During my lifetime I’ve been exposed to various types of leaders and leadership styles.  This began at childhood watching how leadership dynamics worked within my own household.  My parents created a hierarchy within our own home.  My father was the “Leader” of the home and my mother was the “Manager” of the home.  Both roles are different but required.  Later, I got a job working at a fast-food restaurant and got to see different methods of leadership in a fast-paced environment working customer service.  Shift managers would lead their employees so that there was minimal to zero mission delay or interruption.  When I turned 18, I joined the United States Air Force and then I REALLY got to see leadership in action.  I’m going to talk a little about leadership, leadership styles and more.  This article is simply sharing some of my personal experiences with leadership and leaders in the martial arts and how some people gravitate towards it or try to escape from leaders within the martial arts.
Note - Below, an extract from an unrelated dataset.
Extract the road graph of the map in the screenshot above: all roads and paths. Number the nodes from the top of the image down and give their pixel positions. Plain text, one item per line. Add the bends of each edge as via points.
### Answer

When I began my martial arts career in 1979. I didn’t know much about leadership or hierarchy found within the martial arts.  All I knew was that there was one guy who was the “boss” of everyone, and it was he who taught everyone their techniques.  I recall seeing other belt colors, but I didn’t know what they meant at that point.  Later, I was taught or mentored what the belts symbolized.  Also, with time I got to learn my martial arts from other people delegated by the Master.  Though I did not see it at that time, that was a sign of a good leader.  DELEGATION is the art of giving people some level of authority or power to complete a task.  All good leaders know that you can not do everything yourself.  The “art” of delegation is important.  So, from a young age I learned that everyone has a boss, subordinates, and people they trust to delegate responsibilities to.  A good leader knows their people, their strengths, and weaknesses.
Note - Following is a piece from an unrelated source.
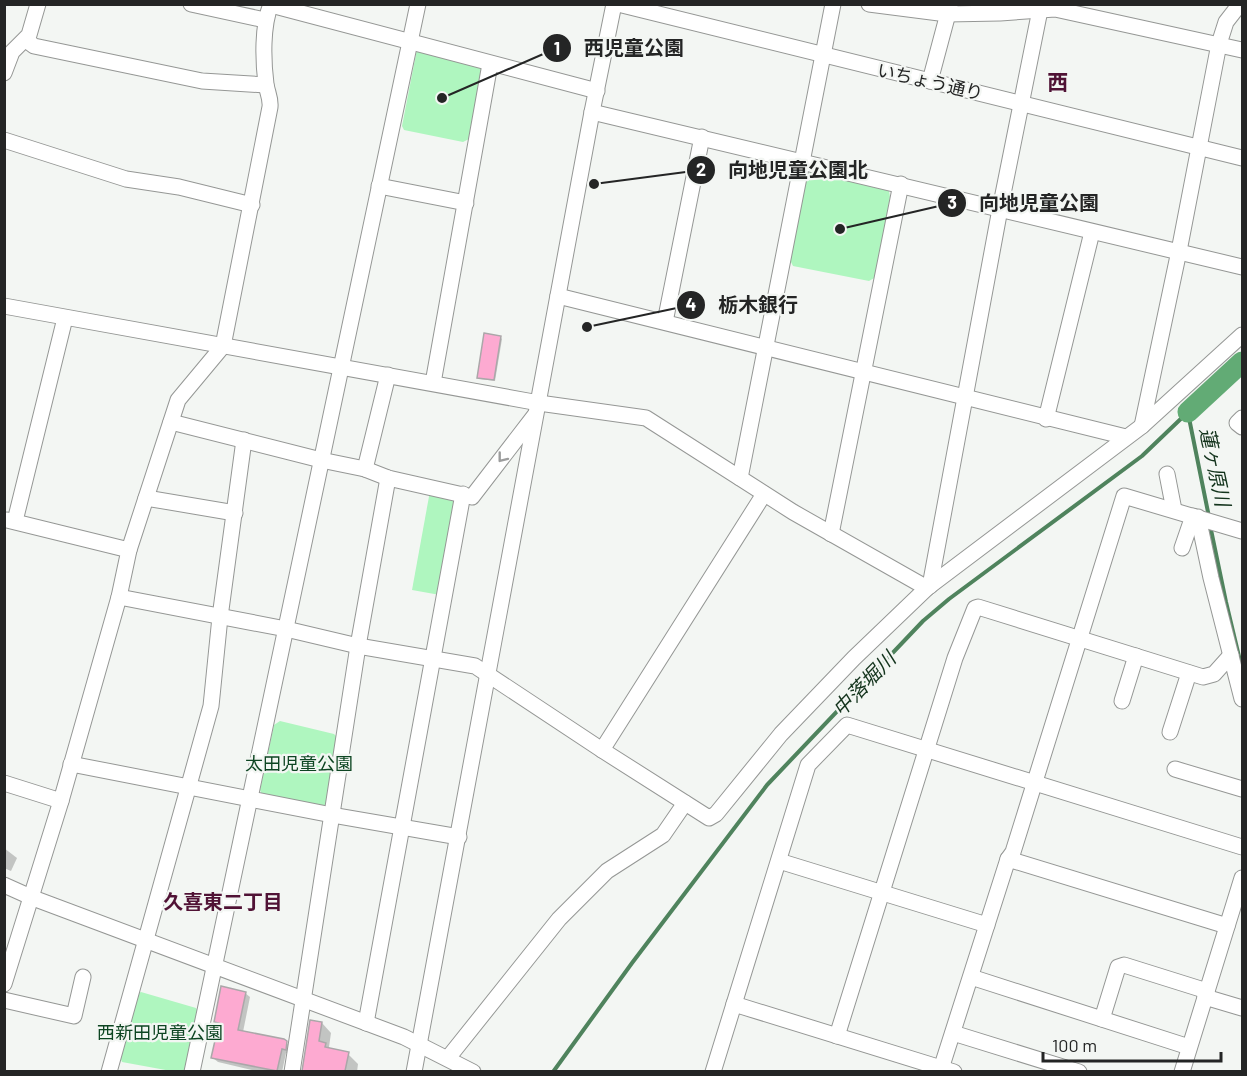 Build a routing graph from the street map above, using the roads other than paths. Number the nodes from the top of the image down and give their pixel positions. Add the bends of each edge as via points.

When I see leaders or leadership memes on social media, they have minimal examples, and they ask you which leader or leadership is “more” correct.  Many people have their views on leadership based off their education, experiences, and training.  One group might believe that leaders MUST always lead from the front, take charge, assume all risks, and assume no rewards for their leadership.  Others believe that leaders should allow their juniors to be given opportunities to sharpen their leadership skills.  This allowing them to lead from the front while leaders sit behind and watch from a distance.  Leaders should only insert themselves when they see juniors struggling or when asked to do so.  Micro-managing can be effective as well as ineffective depending on how and when it is used.  Leaders should not micro-manage the small tasks.  Example:  Asking a lower ranking student to lead warmups.  If the student leading warmups is counting in English but you do it in Korean, this isn’t the time to interrupt the leader in training.  However, if the leader in training is a red belt and attempting to teach a fellow classmate a red belt pattern, this might be a time and place to step in and get involved.  So, I guess the question is, “When is it ok to micro-manage or get involved when you’re allowing others to exercise their leadership skills?”  The answer is simple.  If it causes injury or harm, requires people to have to reteach something because of numerous critical errors and if doing so doesn’t hurt morale or confidence of the leader in training.
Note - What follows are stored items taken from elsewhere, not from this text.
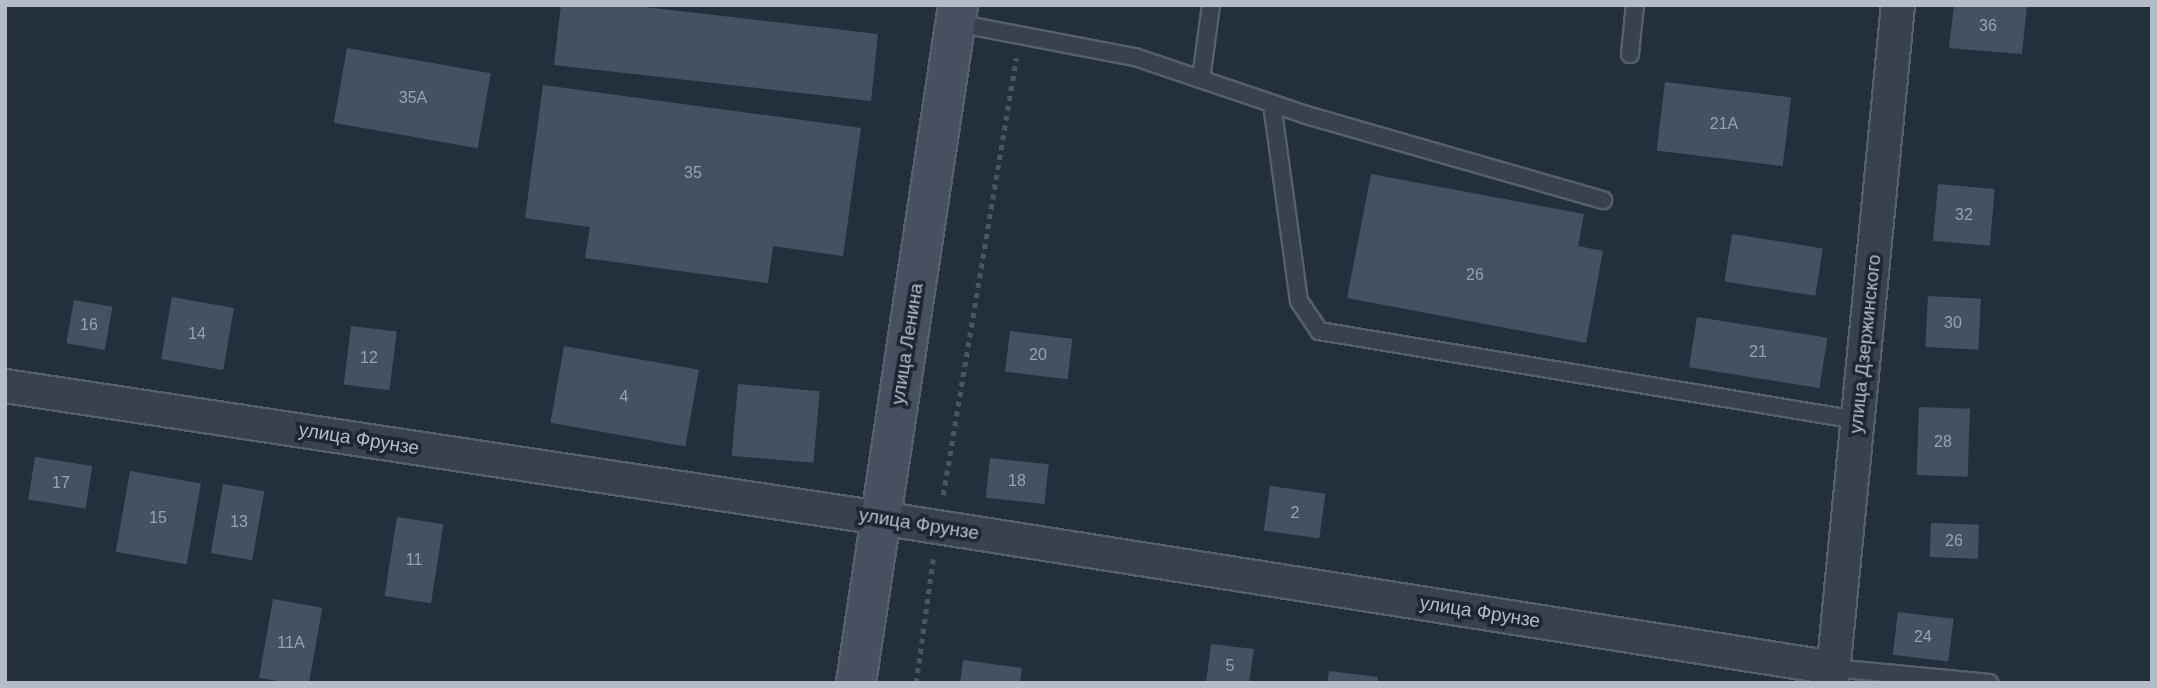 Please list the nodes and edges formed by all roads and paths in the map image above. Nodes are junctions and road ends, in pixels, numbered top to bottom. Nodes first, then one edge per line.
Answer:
1 (1211, 5) edge
2 (1635, 5) edge
3 (1898, 5) edge
4 (957, 14) edge
5 (1020, 35) junction
6 (1630, 54) dead end
7 (1201, 79) junction
8 (1272, 104) junction
9 (1603, 200) dead end
10 (5, 386) edge
11 (1857, 420) junction
12 (880, 518) junction
13 (937, 527) junction
14 (1832, 675) edge
15 (856, 683) edge
16 (916, 683) edge
17 (1989, 683) edge

1 - 7 lane
2 - 6 lane
3 - 11 street, улица Дзержинского
4 - 5 lane
4 - 12 main road, улица Ленина
5 - 7 lane
5 - 13 path
7 - 8 lane
8 - 9 lane
8 - 11 lane
10 - 12 street, улица Фрунзе
11 - 14 street, улица Дзержинского
12 - 13 street, улица Фрунзе
12 - 15 main road, улица Ленина
13 - 14 street, улица Фрунзе
13 - 16 path
14 - 17 lane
~It’s not about getting people on the bus, it’s not about getting people off the bus, it’s about getting the right people in the right seats on the bus~

In 1992 I joined the United States Air Force.  This was my personal experience of watching leadership in action in soft and extreme delivery methods.  Right away I learned the art of Consequences.  Your words and actions or lack thereof earned a response from different types of leaders.  Many people watch TV and see some military leaders yelling at their troops to get a desired response.  When you see that, what do you think initially?  I’m sure many of you think that the leader is being mean.  Military life is not like civilian life.  This is obvious.  A leadership trait in communication must entail 4 areas.  They are as followed:  1.  Sender 2.  Message 3.  Receiver 4.  Fight for Feedback.  In the military we don’t always have time to repeat orders.  Also, orders must be easily understood, delivered so there’s no false interpretation and timeliness of orders are followed.  Something leaders should do is attempt to learn what values their students have.  Naturally, this takes time and hosting events outside of normal classes and creating a less formal environment will allow communication to flow more freely.  Why is it important to consider the values of your subordinates?  Well, knowing their values allows you as a leader to do the following.  Increase the leader’s ability to effectively communicate with subordinates.  It helps the leader to know what motivates subordinates.  Also assists the leader in interpreting and explaining the martial arts organizational goals.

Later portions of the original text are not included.